What is needed
Go through the material line by line and copy each one with the word "junction".

══════════

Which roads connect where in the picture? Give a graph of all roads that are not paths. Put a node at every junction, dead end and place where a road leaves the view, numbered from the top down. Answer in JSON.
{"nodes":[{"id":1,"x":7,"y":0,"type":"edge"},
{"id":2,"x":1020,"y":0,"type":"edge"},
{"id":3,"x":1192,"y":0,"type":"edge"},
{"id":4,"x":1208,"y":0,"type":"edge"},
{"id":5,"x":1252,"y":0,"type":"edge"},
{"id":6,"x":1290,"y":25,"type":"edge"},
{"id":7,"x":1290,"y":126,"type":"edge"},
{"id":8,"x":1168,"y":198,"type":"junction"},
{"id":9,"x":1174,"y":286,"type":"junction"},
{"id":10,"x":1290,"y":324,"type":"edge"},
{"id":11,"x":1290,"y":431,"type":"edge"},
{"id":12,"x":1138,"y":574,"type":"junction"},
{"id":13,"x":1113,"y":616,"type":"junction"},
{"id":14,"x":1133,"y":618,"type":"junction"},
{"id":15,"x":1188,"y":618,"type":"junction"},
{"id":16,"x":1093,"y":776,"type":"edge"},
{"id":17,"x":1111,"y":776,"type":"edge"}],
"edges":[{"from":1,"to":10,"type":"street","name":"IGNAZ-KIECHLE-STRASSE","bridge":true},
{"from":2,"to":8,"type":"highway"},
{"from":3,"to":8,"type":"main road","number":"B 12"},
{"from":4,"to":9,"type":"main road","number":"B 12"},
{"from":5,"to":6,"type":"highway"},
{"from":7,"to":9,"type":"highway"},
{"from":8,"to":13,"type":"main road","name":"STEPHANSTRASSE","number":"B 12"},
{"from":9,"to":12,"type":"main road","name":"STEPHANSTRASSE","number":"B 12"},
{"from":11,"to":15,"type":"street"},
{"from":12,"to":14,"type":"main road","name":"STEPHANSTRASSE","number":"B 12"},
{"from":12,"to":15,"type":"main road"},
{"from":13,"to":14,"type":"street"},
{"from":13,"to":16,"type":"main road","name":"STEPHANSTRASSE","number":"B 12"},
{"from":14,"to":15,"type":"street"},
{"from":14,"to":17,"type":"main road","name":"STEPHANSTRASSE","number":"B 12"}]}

══════════

Response for this exercise
Which roads connect where in the picture? Give a graph of all roads that are not paths. Put a node at every junction, dead end and place where a road leaves the view, numbered from the top down. Answer in JSON.
{"id":8,"x":1168,"y":198,"type":"junction"},
{"id":9,"x":1174,"y":286,"type":"junction"},
{"id":12,"x":1138,"y":574,"type":"junction"},
{"id":13,"x":1113,"y":616,"type":"junction"},
{"id":14,"x":1133,"y":618,"type":"junction"},
{"id":15,"x":1188,"y":618,"type":"junction"},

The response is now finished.